### WHAT THE TASK REQUIRES
For each line of the listing that holds "picture", show the full line.

### THE RECORDS
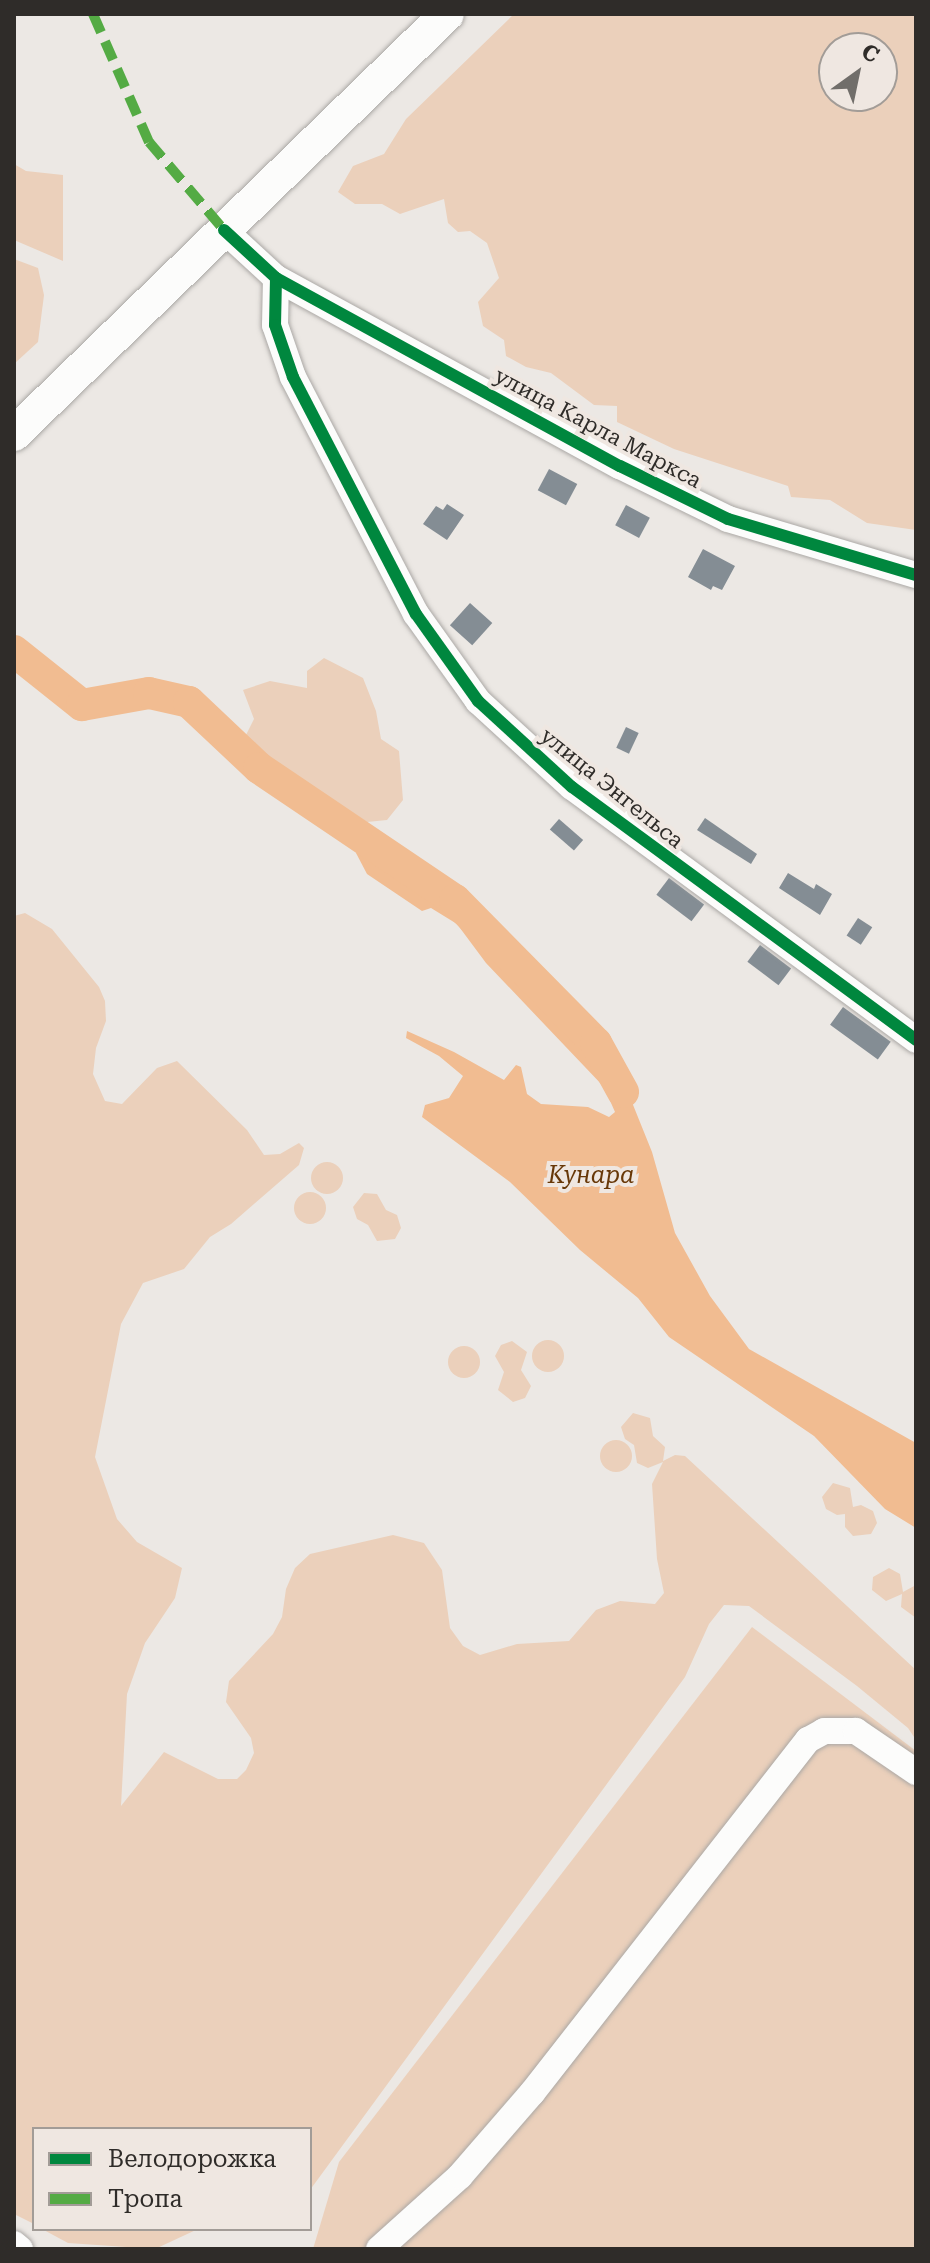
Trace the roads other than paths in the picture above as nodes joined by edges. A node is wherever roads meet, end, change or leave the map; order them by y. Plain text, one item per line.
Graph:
1 (447, 14) edge
2 (224, 230) junction
3 (276, 278) junction
4 (14, 434) edge
5 (916, 575) edge
6 (916, 1040) edge
7 (916, 1772) edge
8 (14, 2244) edge
9 (20, 2249) edge
10 (379, 2249) edge

1 - 2 main road
2 - 3 street, улица Карла Маркса
2 - 4 main road
3 - 5 street, улица Карла Маркса
3 - 6 street, улица Энгельса
7 - 10 street
8 - 9 street

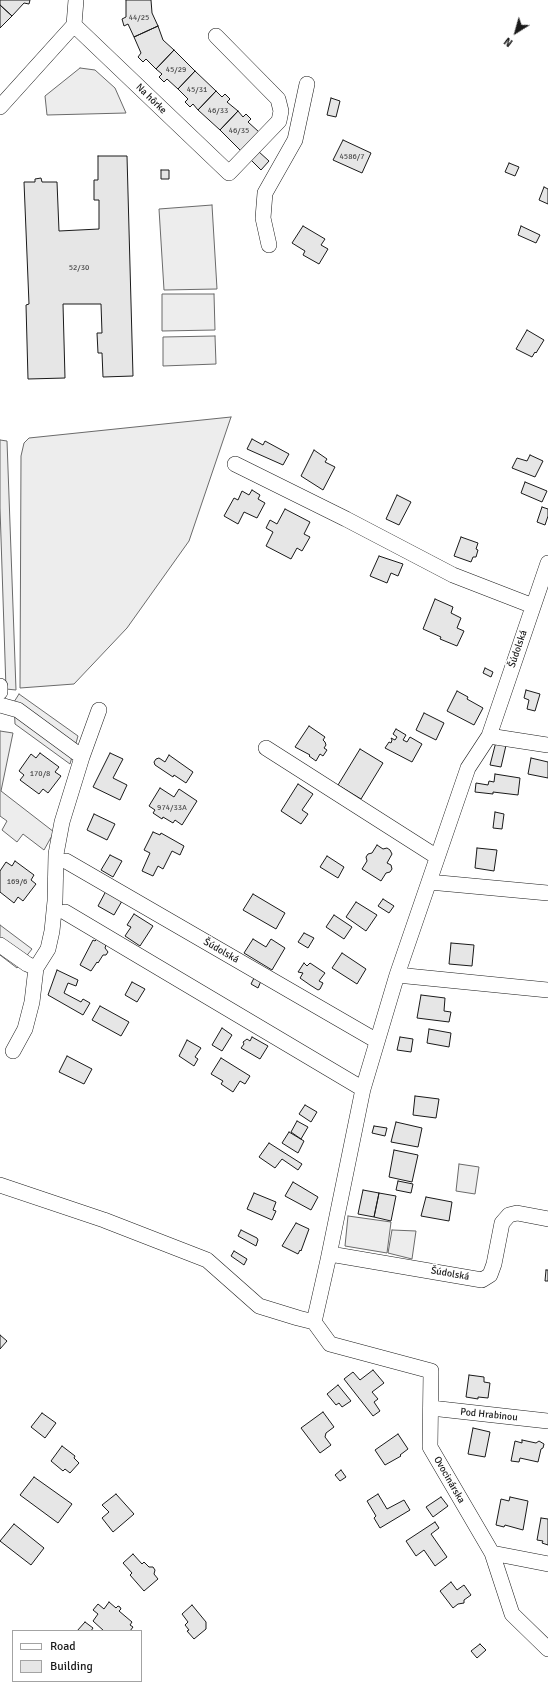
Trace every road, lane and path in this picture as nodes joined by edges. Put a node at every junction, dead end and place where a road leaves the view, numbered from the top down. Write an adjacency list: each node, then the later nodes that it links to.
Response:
1 (76, 0): 2 (street)
2 (74, 25): 5 (street); 6 (street, Na hôrke)
3 (216, 36): 6 (street)
4 (307, 84): 7 (street)
5 (0, 107)
6 (281, 111): 7 (street)
7 (300, 115): 8 (street)
8 (269, 245)
9 (235, 464): 11 (street)
10 (548, 563): 11 (street, Šúdolská)
11 (533, 606): 16 (street, Šúdolská)
12 (0, 686): 13 (street)
13 (0, 692)
14 (0, 705): 19 (street)
15 (99, 710): 19 (street)
16 (489, 736): 17 (street); 20 (street, Šúdolská)
17 (548, 745)
18 (266, 748): 20 (street)
19 (82, 757): 26 (street)
20 (437, 857): 22 (street, Šúdolská)
21 (66, 861): 29 (street, Šúdolská)
22 (429, 882): 23 (street); 27 (street, Šúdolská)
23 (548, 893)
24 (64, 912): 31 (street)
25 (0, 945): 26 (street)
26 (36, 968): 30 (street)
27 (397, 975): 28 (street); 29 (street, Šúdolská)
28 (548, 990)
29 (377, 1040): 31 (street, Šúdolská)
30 (13, 1051)
31 (363, 1089): 34 (street, Šúdolská)
32 (0, 1186): 35 (street)
33 (548, 1219): 34 (street, Šúdolská)
34 (330, 1254): 35 (street, Šúdolská)
35 (314, 1322): 36 (street, Ovocinárska)
36 (431, 1408): 37 (street, Pod Hrabinou); 38 (street, Ovocinárska)
37 (548, 1421)
38 (492, 1553): 39 (street); 40 (street, Ovocinárska)
39 (548, 1564)
40 (548, 1649)

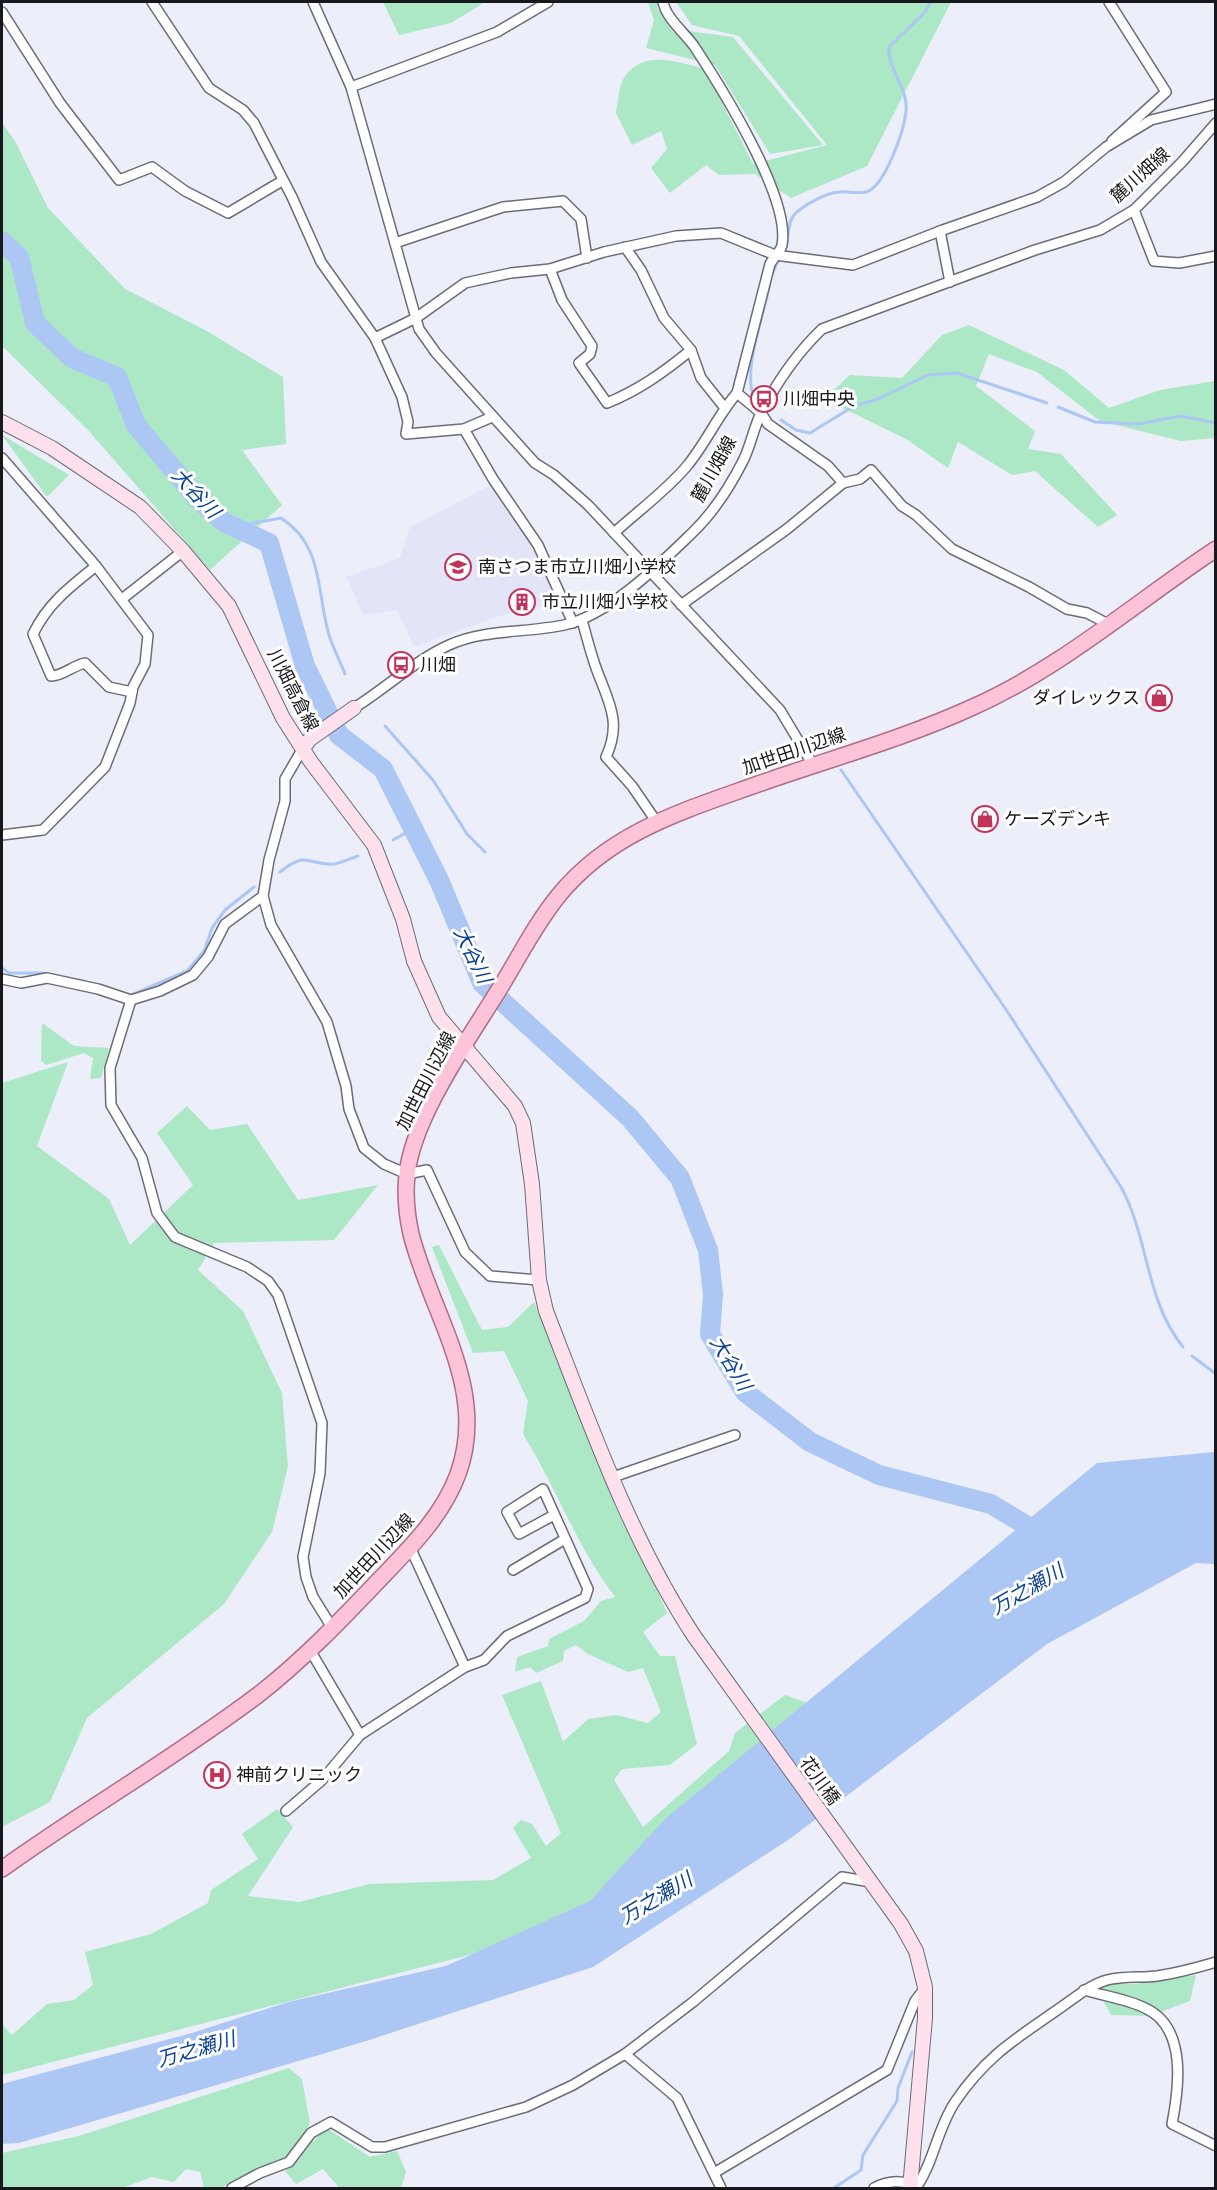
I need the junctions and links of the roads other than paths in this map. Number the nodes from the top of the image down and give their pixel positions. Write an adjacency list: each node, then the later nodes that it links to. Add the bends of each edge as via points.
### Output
1 (152, 2): 11 (street, via 209,88 249,115)
2 (313, 2): 7 (street)
3 (548, 2): 7 (street, via 497,33)
4 (663, 2): 16 (street, via 666,12 686,34 724,92 778,200 782,247)
5 (1109, 2): 10 (street, via 1166,92)
6 (2, 12): 11 (street, via 60,103 119,180 152,167 185,191 228,213)
7 (351, 87): 14 (street)
8 (1215, 104): 10 (street, via 1151,120)
9 (1215, 123): 12 (street, 麓川畑線)
10 (1106, 147): 13 (street, via 1064,182 1037,197)
11 (282, 181): 22 (street, via 331,279)
12 (1134, 210): 17 (street, via 1154,261 1179,263); 20 (street, 麓川畑線, via 1100,230)
13 (940, 231): 16 (street, via 854,265); 20 (street)
14 (395, 243): 18 (street, via 503,207 563,201 581,219); 21 (street)
15 (625, 247): 16 (street, via 676,236 721,233); 18 (street); 23 (street, via 664,318)
16 (775, 255): 24 (street)
17 (1215, 256)
18 (586, 258): 19 (street)
19 (549, 269): 21 (street, via 465,283); 23 (street, via 562,300 591,346 590,354 579,363 607,403 651,382)
20 (950, 282): 26 (street, 麓川畑線, via 822,329 799,350)
21 (416, 318): 22 (street); 27 (street, via 436,353)
22 (375, 338): 29 (street, via 402,397 408,422 406,434)
23 (691, 350): 25 (street, via 701,378)
24 (737, 393): 25 (street); 26 (street)
25 (724, 407): 32 (street, via 720,419 688,464)
26 (761, 413): 31 (street, via 768,424 828,466); 36 (street, 麓川畑線, via 743,460 711,512)
27 (492, 417): 29 (street); 32 (street, via 535,463 580,497)
28 (2, 422): 34 (street, 川畑高倉線, via 52,448 124,495)
29 (464, 429): 39 (street, via 538,545)
30 (2, 458): 35 (street)
31 (843, 483): 38 (street, via 787,529); 40 (street, via 860,479 871,470 902,506 952,549 1067,609 1087,613)
32 (614, 533): 36 (street)
33 (1215, 549): 40 (main road, 加世田川辺線)
34 (183, 551): 37 (street); 43 (street, 川畑高倉線, via 229,606 270,692)
35 (96, 566): 37 (street); 41 (street, via 58,596 33,634 51,676 85,663 108,687)
36 (649, 571): 38 (street); 39 (street, 麓川畑線, via 603,608)
37 (122, 599): 41 (street, via 148,635 145,664)
38 (681, 605): 44 (street, via 780,710)
39 (578, 621): 42 (street, 麓川畑線, via 450,645); 45 (street, via 611,705 613,741 606,758)
40 (1108, 624): 44 (main road, 加世田川辺線, via 1029,678 970,709)
41 (132, 692): 46 (street, via 105,767 43,830)
42 (354, 708): 43 (street, 麓川畑線)
43 (306, 743): 47 (street, via 285,779 285,801 268,860); 50 (street, 川畑高倉線, via 374,845 397,900 424,986 439,1017)
44 (813, 765): 45 (main road, 加世田川辺線)
45 (656, 821): 50 (main road, 加世田川辺線, via 608,848 559,895)
46 (2, 835)
47 (263, 896): 49 (street, via 225,924 208,957 193,975); 51 (street, via 271,924 327,1022 349,1108 364,1148 384,1164)
48 (2, 979): 49 (street, via 21,983 47,978)
49 (131, 1000): 59 (street, via 110,1068 111,1105 142,1158 157,1213 175,1238 223,1255 268,1281 278,1295 319,1408 323,1439 320,1473 303,1557 313,1597)
50 (468, 1042): 51 (main road, 加世田川辺線, via 430,1108); 52 (street, 川畑高倉線, via 523,1123)
51 (407, 1174): 52 (street, via 427,1170 465,1252 489,1276); 57 (main road, 加世田川辺線, via 412,1236 455,1355 468,1421 457,1478 439,1511)
52 (539, 1280): 54 (street, 川畑高倉線, via 546,1311)
53 (735, 1435): 54 (street)
54 (613, 1477): 65 (street, 花川橋, via 680,1614)
55 (554, 1515): 55 (street, via 543,1489 507,1512 519,1534); 56 (street)
56 (565, 1539): 58 (street); 61 (street, via 588,1589 585,1598 507,1636 491,1654)
57 (410, 1547): 59 (main road, 加世田川辺線); 61 (street)
58 (513, 1570)
59 (333, 1629): 60 (main road, 加世田川辺線)
60 (310, 1650): 62 (street); 64 (main road, 加世田川辺線, via 213,1728)
61 (465, 1666): 62 (street)
62 (360, 1735): 63 (street, via 322,1780)
63 (286, 1811)
64 (2, 1869)
65 (871, 1882): 67 (street, 花川橋, via 911,1941); 69 (street, via 842,1877)
66 (1215, 1962): 68 (street, via 1158,1976 1108,1980)
67 (924, 1987): 71 (street, via 887,2070); 72 (street, 花川橋)
68 (1084, 1990): 70 (street, via 1148,2009 1172,2032 1178,2061 1172,2124); 72 (street, via 987,2061 943,2122 928,2172)
69 (625, 2054): 71 (street, via 677,2098); 73 (street, via 526,2108 385,2147 372,2147 331,2122 311,2133 289,2162)
70 (1215, 2146)
71 (714, 2173): 74 (street)
72 (912, 2187): 75 (street, via 900,2181)
73 (232, 2188)
74 (721, 2188)
75 (874, 2188)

### RESPONSE
Trace the roads other than paths in the picture above as nodes joined by edges. A node is wherever roads meet, end, change or leave the map; order them by y. Plain text, one item per line.
Trace every road, lane and path in this picture as nodes joined by edges. Put a node at every junction, dead end and place where a road leaves the view, numbered from the top down. Write an adjacency list: each node, then the later nodes that it links to.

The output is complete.